最近では蕎麦屋さん ちょっと前だとラーメン屋さんなどには、脱サラ組が多くいるらしいということを昨日も書きました。一方、日本料理店では修行をどの店でどれほどの期間してきたかというのが、大きな勲章になったり、負い目になったりします。


私の祖父は、大正期に東京へ修行に出かけたことが飛躍のための大きなきっかけになりました。今では想像もできませんが、浜松と東京という物理的な距離感もさることながら、大正期に東京まで修行に出るというハードルの高さは、現在のヨーロッパへ料理修行に出るよりも遙かに大変なことであったようです。東京の修行を終えた祖父は、当時の浜松屈指の料亭に20代半ばで調理長として招かれたと聞いています。それくらい東京への修行というのは箔がつくことであったのでしょうね。


反対に父は、戦争にかり出されて命からがら帰郷したばかりの頃に修行が始まりました。戦後のどさくさ時期ですから、修行に出ることができず、祖父に鍛えられました。父に言わせると、親子故により厳しくなったのだそうで、職人気質だった祖父はたいそう調理場では厳しかったようです。とはいっても、いくら厳しくても修行という外の飯を食べてくることができなかったことが精神的には死ぬまで負い目になっていたようで、私には「店を継ぐ気があるのなら必ず修行に出るべき」と強く主張しました。
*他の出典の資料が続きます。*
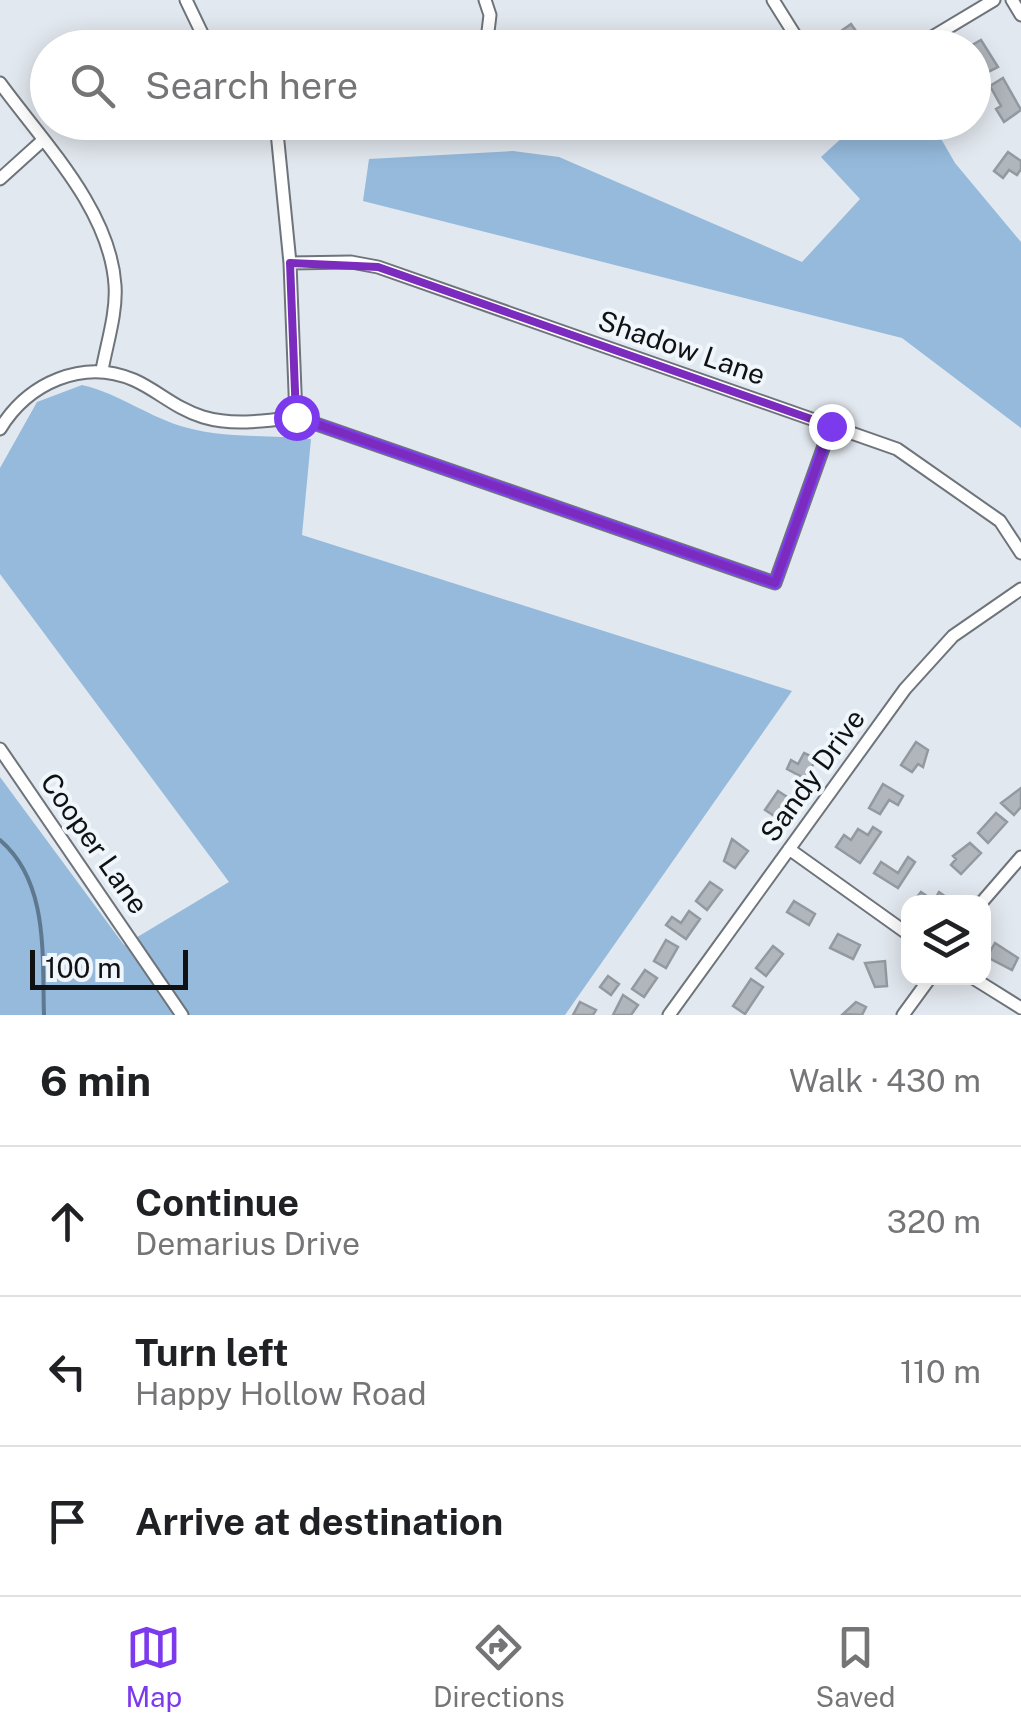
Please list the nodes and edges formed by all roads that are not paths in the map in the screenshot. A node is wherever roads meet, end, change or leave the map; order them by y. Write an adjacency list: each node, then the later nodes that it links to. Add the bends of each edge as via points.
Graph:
1 (186, 0): 7 (street)
2 (485, 0): 8 (street)
3 (773, 0): 9 (street)
4 (994, 0): 10 (street)
5 (1012, 0): 6 (street)
6 (1021, 15)
7 (200, 30)
8 (488, 30)
9 (792, 30)
10 (944, 30)
11 (0, 83): 12 (street)
12 (30, 125)
13 (278, 140): 16 (street)
14 (42, 142): 15 (street); 17 (street, via 97,220 110,251 116,288)
15 (0, 179)
16 (290, 263): 18 (street); 19 (street, Shadow Lane, via 378,267)
17 (102, 370): 18 (street, via 204,418 248,423); 20 (street, via 57,377)
18 (296, 417): 19 (street, via 775,583)
19 (831, 426): 21 (street, Shadow Lane, via 897,449 945,480 1000,521)
20 (0, 429)
21 (1021, 553)
22 (1021, 589): 24 (street, Sandy Drive, via 953,636 905,689)
23 (0, 748): 31 (street, Cooper Lane)
24 (789, 848): 27 (street); 32 (street, Sandy Drive)
25 (1021, 858): 26 (street)
26 (988, 895)
27 (901, 929)
28 (925, 985): 33 (street)
29 (984, 985): 30 (street)
30 (1021, 1008)
31 (182, 1015)
32 (669, 1015)
33 (903, 1015)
35年前の私の修行なんぞ、当時はそれなりに大変だとは思っていましたが、職人としての仕事の多くをそこで学んだとよりは、「その飯を食べてくる」ということに大きな意味があったように今では思えます。仕事の多くは帰ってきてから自分で切り開いていった方が圧倒的に多いのですから。


同世代近辺でも同じ時期に修行に出た二代目三代目が何人かいたわけで、中には修行が辛くて数ヶ月 一年で戻ってきてしまったものもいます。修行というのはともかく最初が肝心なんですね。未だに逃げ帰ったことが彼らの大きな負い目となっていることも事実です。実際私が最初に入った調理場でも一年に15人近くが新しく入ってきたのですが、一年後に残ったのは私を含めて四人だけ。三年後には二人だけしか残っていませんでした。


当時でも「石の上にも三年」が当てはまっていて、三年は我慢することはある意味絶対条件でしたし、三年という期間は見事に一つことをクリアするためにぴったりの時間なのですね。三年たってみると一皮が間違いなくむけているのです。


などというのは35年前のお話、今周りを見渡せば、修行に入って三年以上を一つことで全うできる若者がいかに少ないか。もうそんなことを言っていること自体、化石化した古い考えなんでしょうね。でも、最初の店で三年をクリアできない若者が、私よりもはるかにレベルの高い仕事をし大成したという例を知りません。一人くらい私が兜を脱ぐ弟子が現れたら・・・・いや、現れないというのは私の育てる力が圧倒的に不足しているからなんでしょうね。